Kürt hareketinin Gezi Direnişi’ne katılımı halen tartışmalı bir mesele. İki tarafta da hafif bir hoşnutsuzluk hissedilebiliyor. Esasen Batılı Türkler, en iyimser ifadesiyle Kürtlerin ayaklanmaya katılmada geç kalmış, en kötümser ifadeyle ise, barış sürecinde yürütülen müzakereleri tehlikeye sokmaktan korkarak, katılmak bile istememiş olduklarını düşündüler. Buna cevaben bölgedeki Kürtler, önceki on yıllar boyunca kendilerine yönelik gerçekleştirilen katliam üstüne katliamda, etnik Türklerden yana anlamlı bir dayanışmanın eksikliğine işaret ettiler. Gerçekte ise, bu iki pozisyon da karikatürleştirmedir. Birçok Kürt daha birinci günden Gezi’deki çatışmalara katılmıştır; parkın polisten alınmasının kısa bir süre sonra, zamanın Kürt siyasi partisi BDP, parkın girişinde büyükçe bir çadır açmış ve – gerçeküstü bir manzara yaratacak şekilde – Taksim Meydanı’nda Öcalan bayrakları dalgalandırmıştı. Ayrıca Kürtler, bölgelerinde kalevari askeri üsler (kalekollar) inşa edilmesine karşı hâlihazırda kendi sivil itaatsizlik kampanyalarını sürdürmekteydiler.

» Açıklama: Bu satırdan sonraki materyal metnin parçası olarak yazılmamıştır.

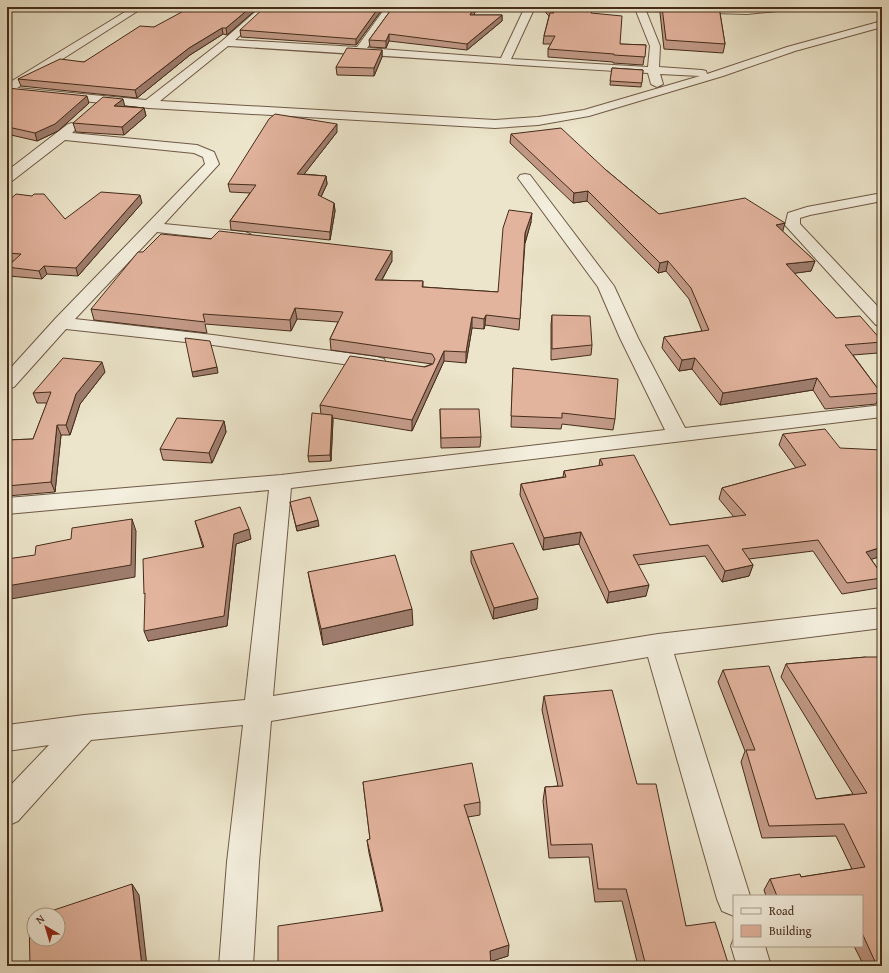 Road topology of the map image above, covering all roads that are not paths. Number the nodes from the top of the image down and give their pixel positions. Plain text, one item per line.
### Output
1 (139, 7) edge
2 (266, 7) edge
3 (391, 7) edge
4 (530, 7) edge
5 (608, 7) edge
6 (787, 7) edge
7 (640, 8) junction
8 (882, 24) edge
9 (226, 43) junction
10 (360, 50) junction
11 (504, 62) junction
12 (653, 70) junction
13 (719, 74) junction
14 (7, 89) edge
15 (659, 90) junction
16 (102, 100) junction
17 (149, 104) junction
18 (91, 109) edge
19 (80, 119) edge
20 (62, 136) junction
21 (7, 178) edge
22 (525, 178) dead end
23 (882, 198) edge
24 (153, 227) junction
25 (256, 238) edge
26 (882, 321) edge
27 (61, 323) junction
28 (395, 365) edge
29 (7, 383) edge
30 (882, 411) edge
31 (678, 435) junction
32 (281, 482) junction
33 (7, 506) edge
34 (882, 618) edge
35 (658, 645) junction
36 (258, 711) junction
37 (84, 728) junction
38 (7, 738) edge
39 (7, 810) edge
40 (733, 896) edge
41 (748, 947) edge
42 (236, 966) edge
43 (754, 966) edge

1 - 14 street
2 - 9 street
3 - 10 street
4 - 11 street
5 - 7 street
6 - 7 street
7 - 12 street
8 - 13 street
9 - 10 street
9 - 17 street
10 - 11 street
11 - 12 street
12 - 13 street
12 - 15 street
13 - 15 street
14 - 16 street
15 - 17 street
16 - 17 street
16 - 18 street
19 - 20 street
20 - 21 street
20 - 24 street
22 - 31 street
23 - 26 street
24 - 25 street
24 - 27 street
27 - 28 street
27 - 29 street
30 - 31 street
31 - 32 street
32 - 33 street
32 - 36 street
34 - 35 street
35 - 36 street
35 - 40 street
36 - 37 street
36 - 42 street
37 - 38 street
37 - 39 street
41 - 43 street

Gezi ayaklanmasına giden süreçte, Kürt hareketinin açık alandaki kanadı, bir yıldan daha uzun süre HDK olarak yürütülen istişarelerin ardından, HDP’yi (Halkların Demokratik Partisi) kurma sürecindeydi. Kitlesel bir ayaklanmaya dönüşmeden çok önce, Gezi’deki ilk protestolar sırasında ağaçların sökülmesini engellemek için, milletvekillerinden biri, bir avuç insanla birlikte dozerin önünde dikildi. HDP için logo seçme zamanı geldiğinde, bir ağacı tercih etmeleri tesadüf değil.

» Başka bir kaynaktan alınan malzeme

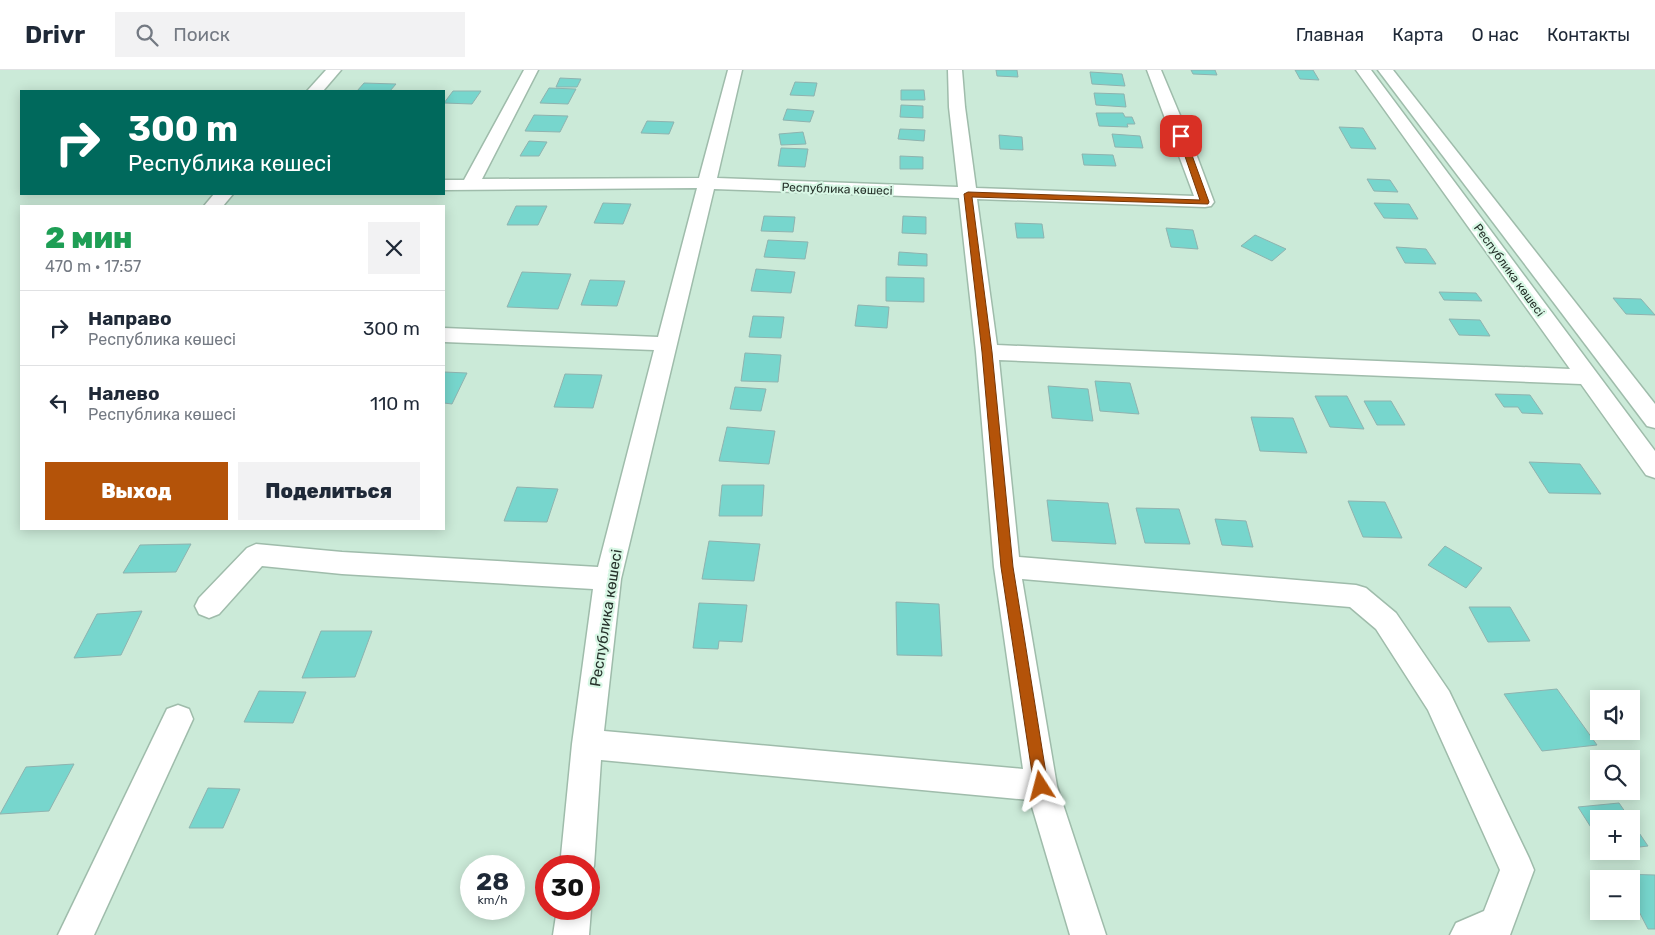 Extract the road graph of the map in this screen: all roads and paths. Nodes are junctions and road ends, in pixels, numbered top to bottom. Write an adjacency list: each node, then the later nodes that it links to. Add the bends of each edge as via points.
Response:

Aradaki hoşnutsuzluklara rağmen, Gezi Türkiye’yi – ve Kürt özgürlük hareketinin, genel olarak Türk toplumu ile, özel olarak ise AKP’ye ve barış sürecine yönelik ilişkisini – sonsuza dek dönüştürmüş oldu. Polis şiddeti ile yüz yüze kalan birçok Türk’ün gözlerinin önündeki perde kalktı ve sonunda Türkiye’nin güneydoğusunda yaşanan acıları tahayyül edebildiler. Medyanın Gezi Direnişi’ne yönelik karartması, katılımcıların Kürdistan’da neler yaşandığı konusunda karanlıkta tutulmuş olmaları gerektiğini anlamalarını sağladı. Gezi Direnişi’nin sonuna doğru, Medeni Yıldırım adlı bir Kürt genci Kürdistan’daki kalekol inşaatlarının yapımını protesto ederken öldürüldüğünde, hareket onu sahiplendi ve Kürtlerle birlikte dayanışma gösterileri düzenledi.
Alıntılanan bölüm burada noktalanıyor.